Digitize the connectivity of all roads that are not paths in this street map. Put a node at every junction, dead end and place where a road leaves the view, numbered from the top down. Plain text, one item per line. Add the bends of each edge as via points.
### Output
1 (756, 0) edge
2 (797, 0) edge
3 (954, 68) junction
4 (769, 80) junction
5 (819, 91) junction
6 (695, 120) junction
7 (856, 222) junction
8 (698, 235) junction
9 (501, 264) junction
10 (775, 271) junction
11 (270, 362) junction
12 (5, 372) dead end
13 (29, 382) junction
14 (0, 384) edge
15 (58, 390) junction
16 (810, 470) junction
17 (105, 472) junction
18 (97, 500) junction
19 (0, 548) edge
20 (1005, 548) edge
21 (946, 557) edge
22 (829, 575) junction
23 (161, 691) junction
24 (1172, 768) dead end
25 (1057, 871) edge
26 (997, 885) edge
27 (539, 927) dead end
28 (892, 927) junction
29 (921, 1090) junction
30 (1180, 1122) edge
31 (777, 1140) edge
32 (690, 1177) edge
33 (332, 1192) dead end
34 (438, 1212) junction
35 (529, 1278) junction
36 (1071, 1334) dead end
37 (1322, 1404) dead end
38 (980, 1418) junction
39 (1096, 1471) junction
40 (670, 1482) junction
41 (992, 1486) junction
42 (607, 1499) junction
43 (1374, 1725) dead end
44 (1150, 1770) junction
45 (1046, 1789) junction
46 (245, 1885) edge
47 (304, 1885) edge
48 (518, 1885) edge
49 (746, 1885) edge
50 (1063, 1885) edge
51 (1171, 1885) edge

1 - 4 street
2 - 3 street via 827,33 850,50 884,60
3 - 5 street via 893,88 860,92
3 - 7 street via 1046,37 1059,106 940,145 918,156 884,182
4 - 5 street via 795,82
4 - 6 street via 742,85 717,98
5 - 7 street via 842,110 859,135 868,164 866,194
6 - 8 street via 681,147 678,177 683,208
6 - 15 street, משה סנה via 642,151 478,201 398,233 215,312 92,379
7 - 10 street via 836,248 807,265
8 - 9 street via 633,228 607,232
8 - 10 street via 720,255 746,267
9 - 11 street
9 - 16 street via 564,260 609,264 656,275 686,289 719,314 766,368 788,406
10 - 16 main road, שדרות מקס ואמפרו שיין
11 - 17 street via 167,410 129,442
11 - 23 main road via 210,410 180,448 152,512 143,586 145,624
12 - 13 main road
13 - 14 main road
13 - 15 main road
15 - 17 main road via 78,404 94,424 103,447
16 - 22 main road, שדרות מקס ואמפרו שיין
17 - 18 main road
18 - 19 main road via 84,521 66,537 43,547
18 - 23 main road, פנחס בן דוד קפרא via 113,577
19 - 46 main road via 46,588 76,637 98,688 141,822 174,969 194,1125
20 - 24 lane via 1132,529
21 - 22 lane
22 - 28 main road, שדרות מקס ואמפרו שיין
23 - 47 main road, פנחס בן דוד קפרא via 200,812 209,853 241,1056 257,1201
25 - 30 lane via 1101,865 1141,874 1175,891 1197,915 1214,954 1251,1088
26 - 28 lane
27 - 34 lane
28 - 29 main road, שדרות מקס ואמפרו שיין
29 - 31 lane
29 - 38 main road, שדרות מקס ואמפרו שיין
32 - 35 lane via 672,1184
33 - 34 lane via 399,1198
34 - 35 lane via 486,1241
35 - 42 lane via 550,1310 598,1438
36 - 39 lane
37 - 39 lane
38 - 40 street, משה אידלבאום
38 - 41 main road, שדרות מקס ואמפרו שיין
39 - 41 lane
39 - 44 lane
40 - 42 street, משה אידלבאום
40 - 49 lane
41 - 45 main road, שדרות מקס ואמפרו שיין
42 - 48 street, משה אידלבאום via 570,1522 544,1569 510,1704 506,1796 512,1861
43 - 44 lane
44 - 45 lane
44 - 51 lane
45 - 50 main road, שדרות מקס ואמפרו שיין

..............................

AIM OF THE TASK → Every line of the data should be copied exactly.

RESULT →
Digitize the connectivity of all roads that are not paths in this street map. Put a node at every junction, dead end and place where a road leaves the view, numbered from the top down. Plain text, one item per line. Add the bends of each edge as via points.
### Output
1 (756, 0) edge
2 (797, 0) edge
3 (954, 68) junction
4 (769, 80) junction
5 (819, 91) junction
6 (695, 120) junction
7 (856, 222) junction
8 (698, 235) junction
9 (501, 264) junction
10 (775, 271) junction
11 (270, 362) junction
12 (5, 372) dead end
13 (29, 382) junction
14 (0, 384) edge
15 (58, 390) junction
16 (810, 470) junction
17 (105, 472) junction
18 (97, 500) junction
19 (0, 548) edge
20 (1005, 548) edge
21 (946, 557) edge
22 (829, 575) junction
23 (161, 691) junction
24 (1172, 768) dead end
25 (1057, 871) edge
26 (997, 885) edge
27 (539, 927) dead end
28 (892, 927) junction
29 (921, 1090) junction
30 (1180, 1122) edge
31 (777, 1140) edge
32 (690, 1177) edge
33 (332, 1192) dead end
34 (438, 1212) junction
35 (529, 1278) junction
36 (1071, 1334) dead end
37 (1322, 1404) dead end
38 (980, 1418) junction
39 (1096, 1471) junction
40 (670, 1482) junction
41 (992, 1486) junction
42 (607, 1499) junction
43 (1374, 1725) dead end
44 (1150, 1770) junction
45 (1046, 1789) junction
46 (245, 1885) edge
47 (304, 1885) edge
48 (518, 1885) edge
49 (746, 1885) edge
50 (1063, 1885) edge
51 (1171, 1885) edge

1 - 4 street
2 - 3 street via 827,33 850,50 884,60
3 - 5 street via 893,88 860,92
3 - 7 street via 1046,37 1059,106 940,145 918,156 884,182
4 - 5 street via 795,82
4 - 6 street via 742,85 717,98
5 - 7 street via 842,110 859,135 868,164 866,194
6 - 8 street via 681,147 678,177 683,208
6 - 15 street, משה סנה via 642,151 478,201 398,233 215,312 92,379
7 - 10 street via 836,248 807,265
8 - 9 street via 633,228 607,232
8 - 10 street via 720,255 746,267
9 - 11 street
9 - 16 street via 564,260 609,264 656,275 686,289 719,314 766,368 788,406
10 - 16 main road, שדרות מקס ואמפרו שיין
11 - 17 street via 167,410 129,442
11 - 23 main road via 210,410 180,448 152,512 143,586 145,624
12 - 13 main road
13 - 14 main road
13 - 15 main road
15 - 17 main road via 78,404 94,424 103,447
16 - 22 main road, שדרות מקס ואמפרו שיין
17 - 18 main road
18 - 19 main road via 84,521 66,537 43,547
18 - 23 main road, פנחס בן דוד קפרא via 113,577
19 - 46 main road via 46,588 76,637 98,688 141,822 174,969 194,1125
20 - 24 lane via 1132,529
21 - 22 lane
22 - 28 main road, שדרות מקס ואמפרו שיין
23 - 47 main road, פנחס בן דוד קפרא via 200,812 209,853 241,1056 257,1201
25 - 30 lane via 1101,865 1141,874 1175,891 1197,915 1214,954 1251,1088
26 - 28 lane
27 - 34 lane
28 - 29 main road, שדרות מקס ואמפרו שיין
29 - 31 lane
29 - 38 main road, שדרות מקס ואמפרו שיין
32 - 35 lane via 672,1184
33 - 34 lane via 399,1198
34 - 35 lane via 486,1241
35 - 42 lane via 550,1310 598,1438
36 - 39 lane
37 - 39 lane
38 - 40 street, משה אידלבאום
38 - 41 main road, שדרות מקס ואמפרו שיין
39 - 41 lane
39 - 44 lane
40 - 42 street, משה אידלבאום
40 - 49 lane
41 - 45 main road, שדרות מקס ואמפרו שיין
42 - 48 street, משה אידלבאום via 570,1522 544,1569 510,1704 506,1796 512,1861
43 - 44 lane
44 - 45 lane
44 - 51 lane
45 - 50 main road, שדרות מקס ואמפרו שיין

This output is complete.